Summer Singers

A note on Insect Range of Singing & Human Range of Hearing



Insect Range of Singing

Each section represents one octave of frequency; four octaves are illustrated.

A note on insect song frequencies, paraphrased from “The Little Singers of Late Summer,” published in Ohio’s Arc of Appalachia Preserve System 2019-2020 News Magazine:

Scientific research shows that insect song exceeds the hearing of a normal human adult. The common true katydid, for instance, sings between the ranges of 3000 Hz to over 20,000 Hz. The highest our human ears can pick up is 18,000 Hz, but only when we are very young. Thus most adults can only hear the lower frequencies of the true katydid’s call. Our common true katydid is far from being the highest soprano of the insect world. Katydids have been discovered in Columbian rainforests singing at the incomprehensibly high frequency of 130,000 Hz, higher than even bats. Nature is indeed a noisier place than we’ve ever suspected.

In 1936, Vincent G. Dethier noted in his research: “Sad to say, full appreciation of summer’s music is reserved for the young because the pitch of so many of the songs is too high to be perceived by middle-aged and elderly ears. This failing is just one facet of the dulling of the senses with age, perhaps a divinely calculated diminution so that we may withdraw from the world gradually.”

Because low-frequency human speech is one of the last sounds to fade out for aging ears, older participants may be shocked to find that some of the sounds of the high-frequency percussion of the summer singers have gone silent to their ears. That said, the calls of the cicadas, ground and tree crickets, and both the true and so-called false katydids remain within the hearing range of most adults.
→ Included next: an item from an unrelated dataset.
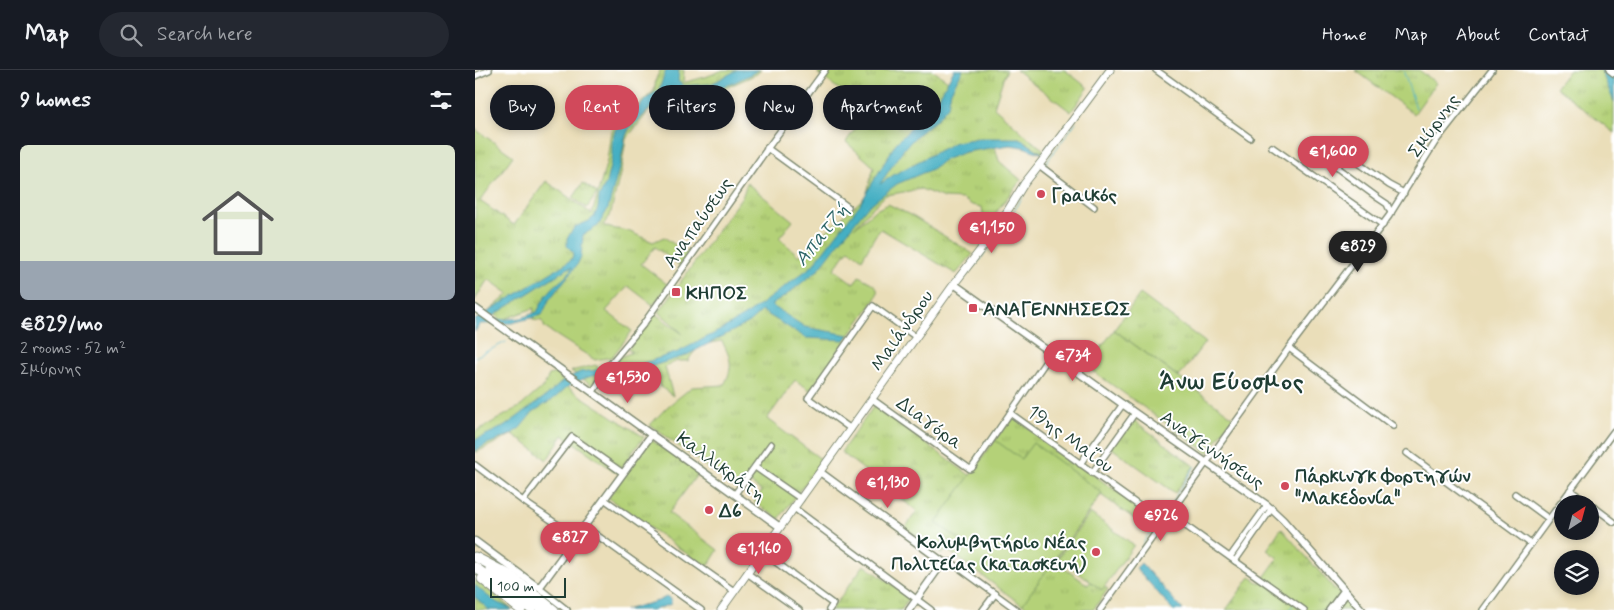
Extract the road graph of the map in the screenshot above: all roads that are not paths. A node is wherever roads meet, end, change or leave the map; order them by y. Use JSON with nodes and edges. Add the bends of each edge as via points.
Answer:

If you are starting to have a bit of trouble hearing adult conversation in impaired conditions (such as in crowded rooms, or the seat behind you), it is likely that you will not be able to hear the meadow katydids and the cone-headed grasshoppers, and you will probably have trouble hearing the small crickets. Chances are you will be able to hear common field crickets, cicadas, trigs, and tree crickets.